What you need to do: The answer is to contain only the line containing "Build a routing" and the lines after it through the last one, each reproduced exactly as it appears below.

Provided entries:
•••

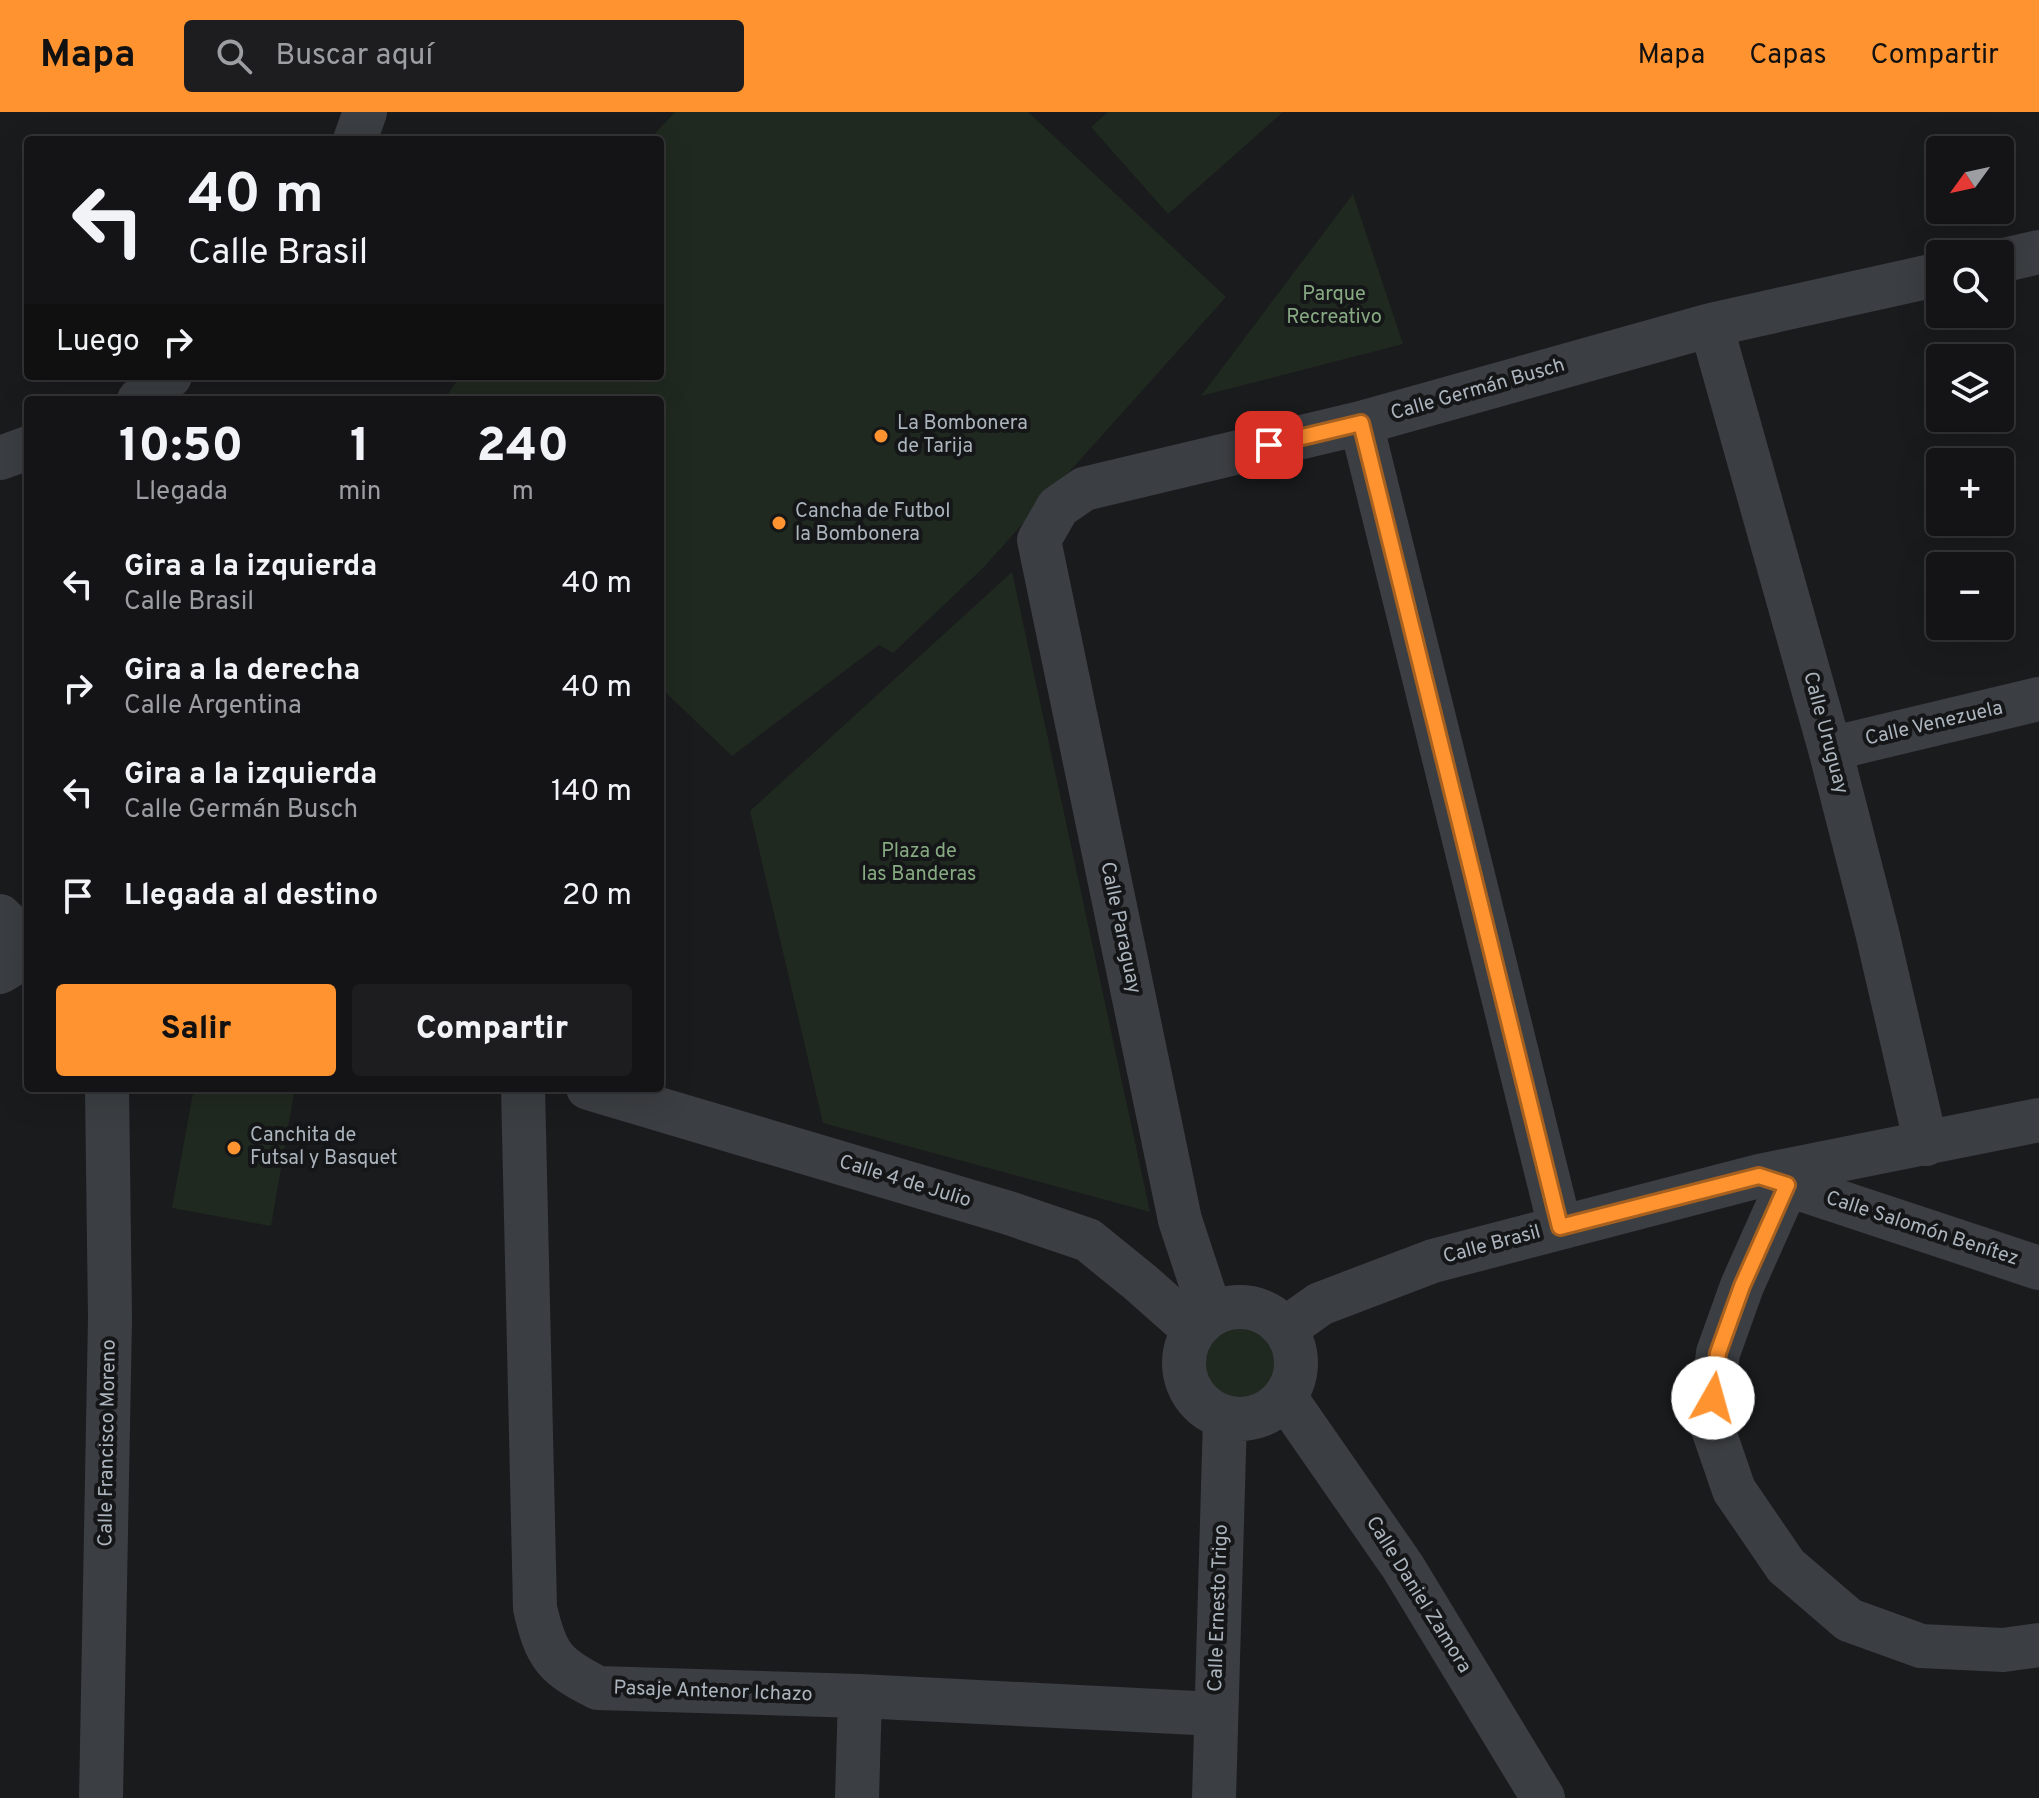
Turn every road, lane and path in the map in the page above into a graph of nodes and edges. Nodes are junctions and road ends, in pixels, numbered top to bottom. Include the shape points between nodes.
1 (365, 112) edge
2 (356, 136) edge
3 (2039, 252) edge
4 (2014, 258) edge
5 (1926, 277) edge
6 (1711, 325) junction
7 (165, 380) edge
8 (144, 396) edge
9 (1361, 423) junction
10 (24, 449) edge
11 (0, 458) edge
12 (1039, 540) joint
13 (2039, 699) edge
14 (1830, 749) junction
15 (0, 916) edge
16 (24, 939) edge
17 (24, 957) edge
18 (0, 972) edge
19 (107, 1092) edge
20 (523, 1092) edge
21 (601, 1092) edge
22 (2039, 1120) edge
23 (1926, 1144) junction
24 (1773, 1180) junction
25 (1560, 1227) junction
26 (2039, 1268) edge
27 (1202, 1322) junction
28 (1285, 1329) junction
29 (1285, 1397) junction
30 (1225, 1418) junction
31 (2039, 1645) edge
32 (860, 1696) junction
33 (1216, 1714) junction
34 (101, 1798) edge
35 (857, 1798) edge
36 (1214, 1798) edge
37 (1543, 1798) edge

1 - 2 street
3 - 4 street
5 - 6 street, Calle Germán Busch
6 - 9 street, Calle Germán Busch
6 - 14 street, Calle Uruguay
7 - 8 street
9 - 12 street, Calle Germán Busch via 1084,489 1058,507
9 - 25 street
10 - 11 street
12 - 27 street, Calle Paraguay
13 - 14 street, Calle Venezuela
14 - 23 street, Calle Uruguay
15 - 16 street
17 - 18 street
19 - 34 street, Calle Francisco Moreno via 110,1319
20 - 32 street, Pasaje Antenor Ichazo via 535,1608 554,1659 598,1688
21 - 27 street, Calle 4 de Julio via 1088,1240
22 - 23 street, Calle Brasil
23 - 24 street, Calle Brasil
24 - 25 street, Calle Brasil
24 - 26 street, Calle Salomón Benítez
24 - 31 street via 1718,1353 1710,1420 1734,1490 1786,1566 1849,1620 1921,1646 2003,1650
25 - 28 street, Calle Brasil via 1433,1261 1320,1304
27 - 28 street via 1243,1306 1273,1317
27 - 30 street via 1186,1348 1186,1381 1201,1404
28 - 29 street via 1293,1342 1296,1373
29 - 30 street via 1259,1417
29 - 37 street, Calle Daniel Zamora via 1403,1567
30 - 33 street, Calle Ernesto Trigo
32 - 33 street, Pasaje Antenor Ichazo
32 - 35 street
33 - 36 street, Calle Ernesto Trigo

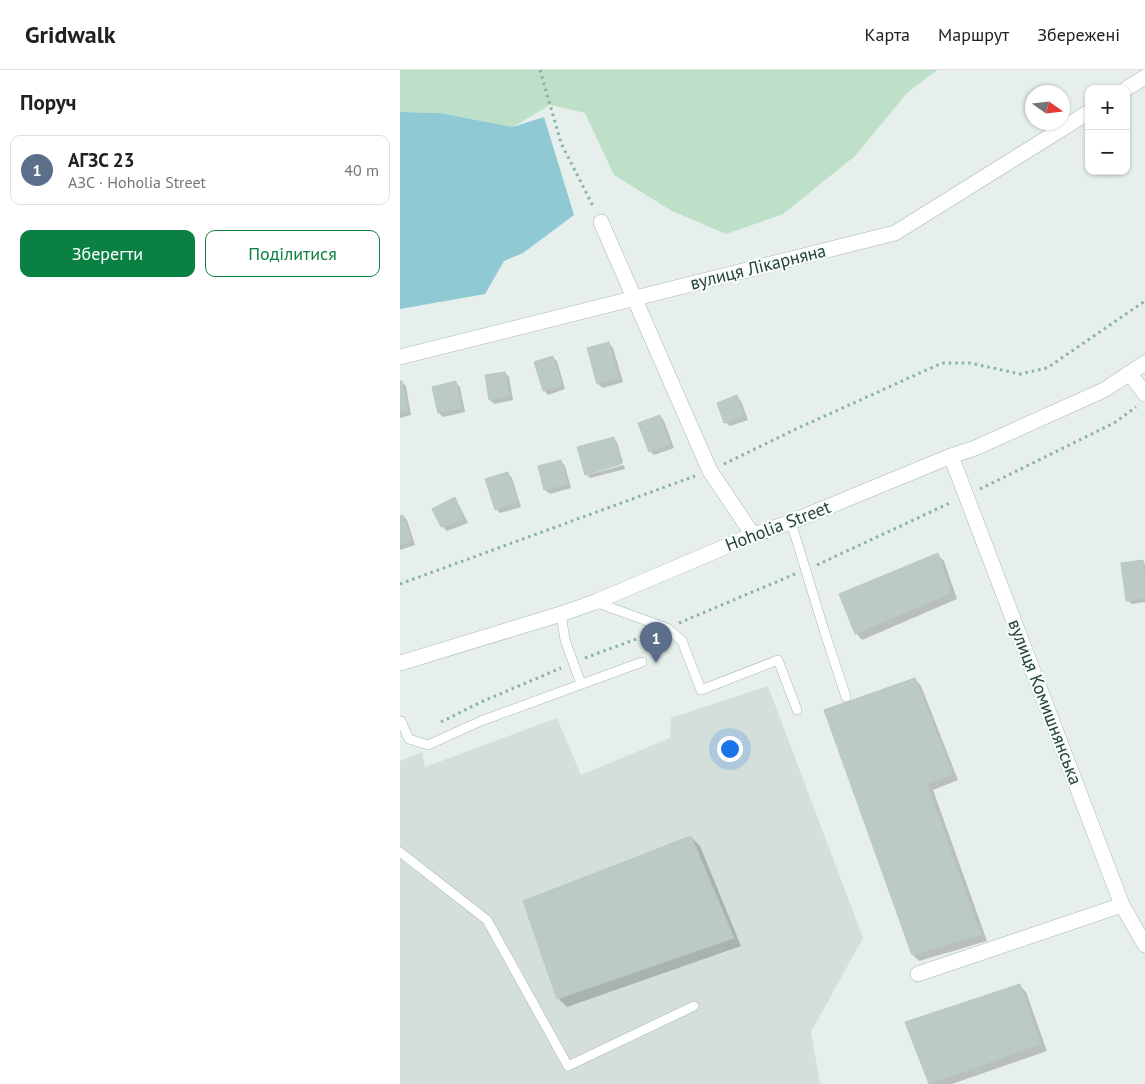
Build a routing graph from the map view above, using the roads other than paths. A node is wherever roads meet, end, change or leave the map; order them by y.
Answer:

•••

Task solution:
Build a routing graph from the map view above, using the roads other than paths. A node is wherever roads meet, end, change or leave the map; order them by y.
Answer:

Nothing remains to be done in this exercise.